- California’s transmission permitting process is not sufficient to efficiently review the number of new transmission projects in the state’s pipeline, according to a new report from the Center for Energy Efficiency and Renewable Technologies and GridLab.
- Like the rest of the country, California has seen a flurry of investment in clean energy projects thanks in part to the federal Inflation Reduction Act and the bipartisan infrastructure Law, the report’s authors noted. But the number of potential projects has overwhelmed the California Independent System Operator’s interconnection processes, they said.
- “Without the needed transmission, it’s going to be a big setback on the [clean energy transition],” Ed Smeloff, a consultant to CEERT, said. “We need to build 7,000 MW to 8,000 MW of clean energy to meet the SB 100 zero-carbon goal.” SB 100 requires the state's electricity sales to be entirely supplied by renewable energy and zero-carbon resources by 2045.
On the one hand, the CEERT and Gridlab report found that the California Independent System Operator has improved its transmission planning processes with a new “zonal” approach to coordinating transmission planning, interconnection queuing and procuring resources, which experts expect will help reduce the interconnection request queue.
At the same time, “transmission development in California has not kept pace with reliability and clean energy needs over the past decade,” the report’s authors said.
The most immediate concern identified by the report is the permitting process at the California Public Utilities Commission, Smeloff said. The agency’s permitting processes – outlined in its General Order 131-D – include an analysis of the need for the transmission project, as well as an economic and environmental impact assessment. However, this need determination process makes project permitting timelines longer by years, according to the report.

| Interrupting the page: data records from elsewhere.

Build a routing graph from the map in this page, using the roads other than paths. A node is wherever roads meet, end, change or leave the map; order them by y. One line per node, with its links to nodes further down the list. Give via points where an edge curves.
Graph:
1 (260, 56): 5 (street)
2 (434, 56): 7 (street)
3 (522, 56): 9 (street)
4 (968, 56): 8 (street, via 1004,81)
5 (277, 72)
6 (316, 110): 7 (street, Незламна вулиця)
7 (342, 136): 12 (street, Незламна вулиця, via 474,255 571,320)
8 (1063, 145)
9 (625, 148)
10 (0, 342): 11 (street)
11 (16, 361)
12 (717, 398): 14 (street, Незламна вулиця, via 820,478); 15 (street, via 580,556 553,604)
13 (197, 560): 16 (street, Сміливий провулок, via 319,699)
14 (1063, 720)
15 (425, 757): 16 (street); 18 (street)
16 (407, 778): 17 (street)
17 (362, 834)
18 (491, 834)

“Part of the problem is that [this process] is from a period in time when we weren’t doing much transmission, because load growth was pretty modest or almost non-existent – so they are kind of out of practice,” Smeloff explained.

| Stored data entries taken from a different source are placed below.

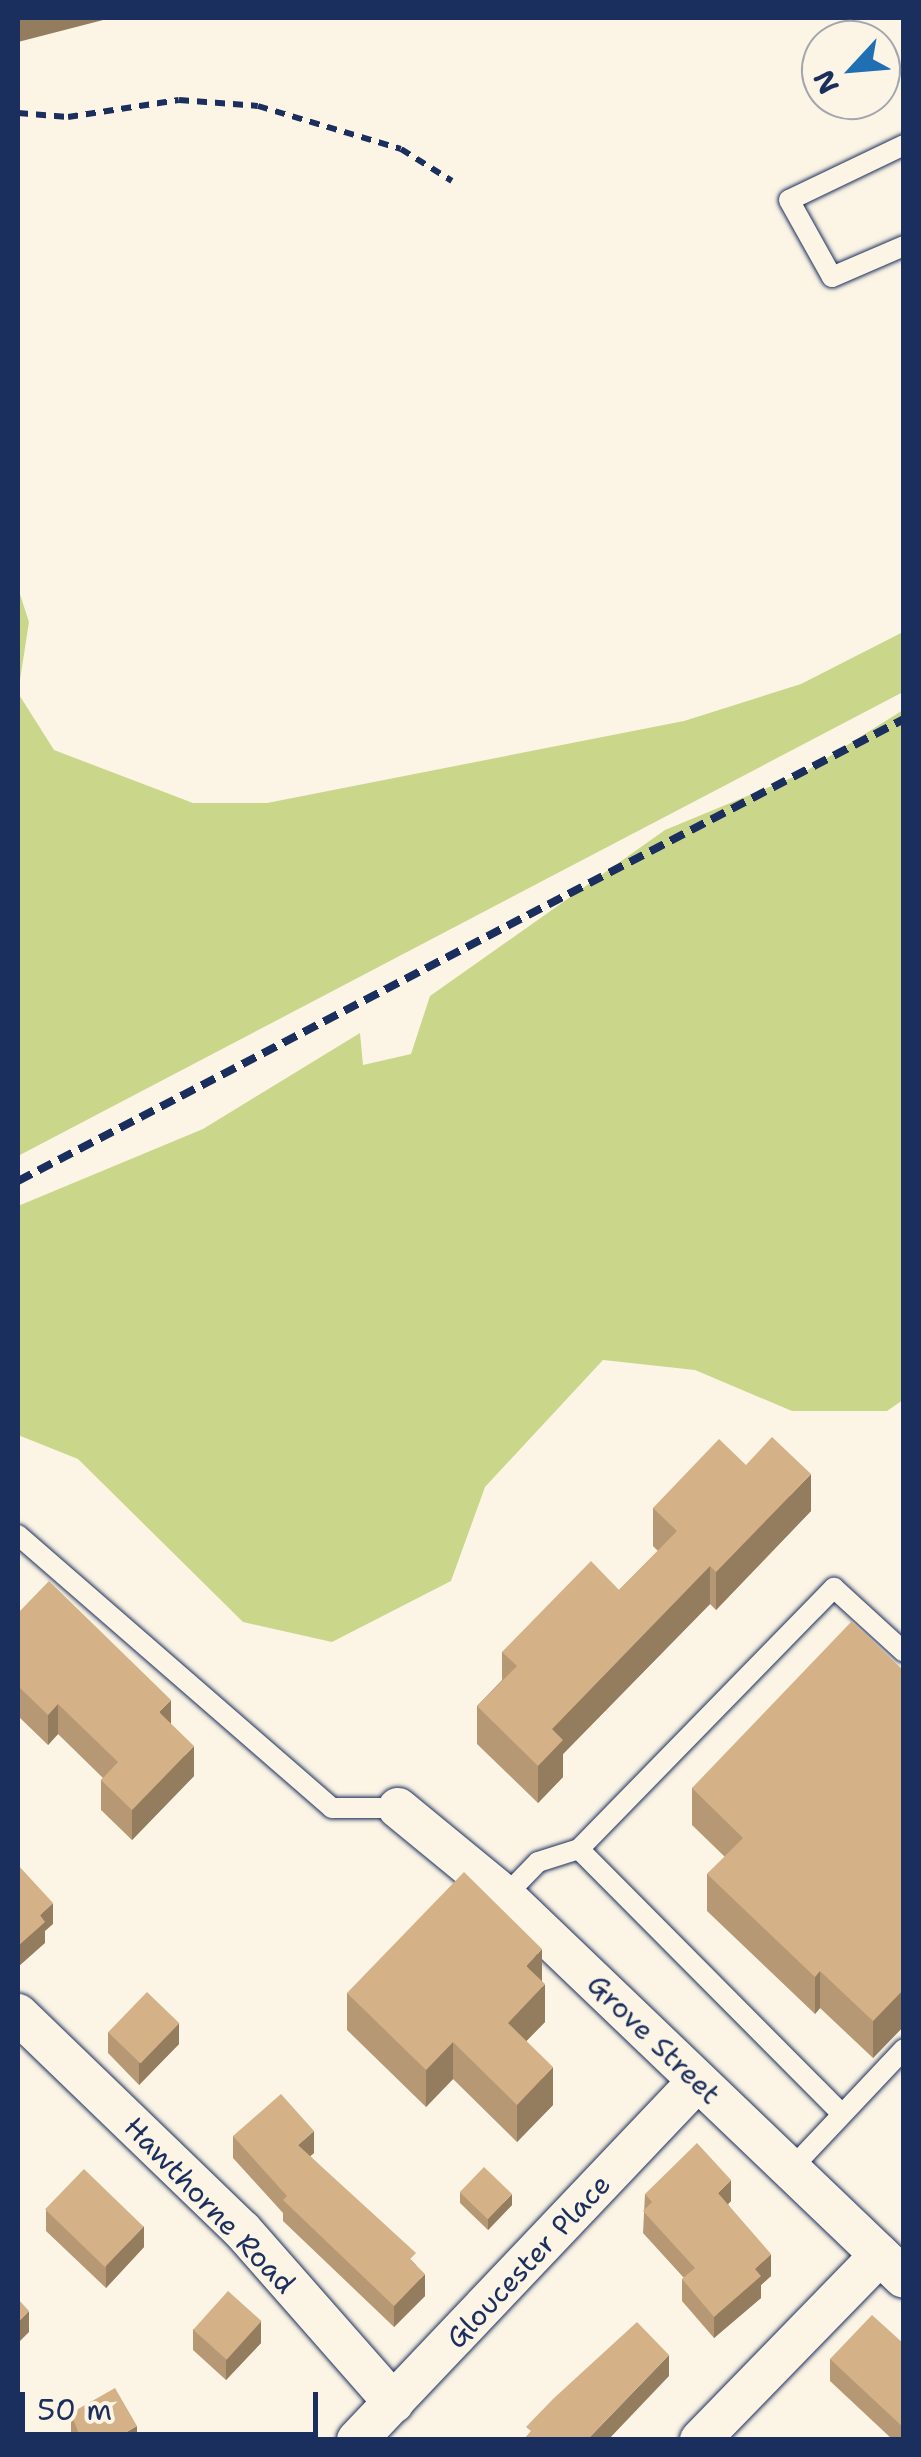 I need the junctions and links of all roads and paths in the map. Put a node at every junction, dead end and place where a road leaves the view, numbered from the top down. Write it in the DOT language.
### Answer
graph roads {
  1 [pos="18,113"];
  2 [pos="904,145"];
  3 [pos="452,181"];
  4 [pos="904,246"];
  5 [pos="18,1535"];
  6 [pos="904,1652"];
  7 [pos="398,1808"];
  8 [pos="579,1849"];
  9 [pos="505,1896"];
  10 [pos="18,2014"];
  11 [pos="904,2049"];
  12 [pos="698,2081"];
  13 [pos="842,2114"];
  14 [pos="790,2170"];
  15 [pos="892,2267"];
  16 [pos="394,2404"];
  17 [pos="357,2440"];
  18 [pos="700,2440"];
  1 -- 3 [label="path"];
  2 -- 4 [label="lane"];
  5 -- 7 [label="lane"];
  6 -- 8 [label="lane"];
  7 -- 9 [label="street, Grove Street"];
  8 -- 9 [label="lane"];
  8 -- 13 [label="lane"];
  9 -- 12 [label="street, Grove Street"];
  10 -- 16 [label="street, Hawthorne Road"];
  11 -- 13 [label="lane"];
  12 -- 14 [label="street, Grove Street"];
  12 -- 16 [label="street, Gloucester Place"];
  13 -- 14 [label="lane"];
  14 -- 15 [label="street, Grove Street"];
  15 -- 18 [label="street"];
  16 -- 17 [label="street, Gloucester Place"];
}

California lawmakers advanced multiple pieces of legislation this year to revamp the California Public Utilities Commissions’ transmission permitting process, and expedite the steps to begin construction. This included two bills – SB 420 and SB 619 – that were vetoed by Gov. Gavin Newsom, D, who noted in a veto message that he would direct a separate infrastructure strike team to expedite the development of power infrastructure. SB 420 would have raised the voltage threshold for transmission projects that require a CPUC permit, while SB 619 would have allowed project applicants to request an expedited environmental review by the California Energy Commission.
“The vetoes of SB 420 and SB 619 put the issue of transmission permitting reform directly in front of the CPUC,” the report noted.
In addition to stressing the need to reform the CPUC’s transmission permitting process, the report’s authors also urged the state legislature to take a more active role in transmission permitting reform, including by considering a renewable energy transmission authority to take on these issues.
The big challenge in implementing these and the other recommendations in the report will be getting the senior leadership in the governor’s office and CPUC to understand that they are urgently needed, Smeloff said.
CAISO has not had a chance to review the report thoroughly, spokesperson Anne Gonzales said in an email. She pointed out, however, that the report quotes the system operator’s May 2023 transmission plan, as well as describes the intent of its interconnection process enhancement initiative, which focuses on making broader changes to the way the state procures resources, plans for transmission, and interconnects projects.
The CPUC did not respond to a request for comment.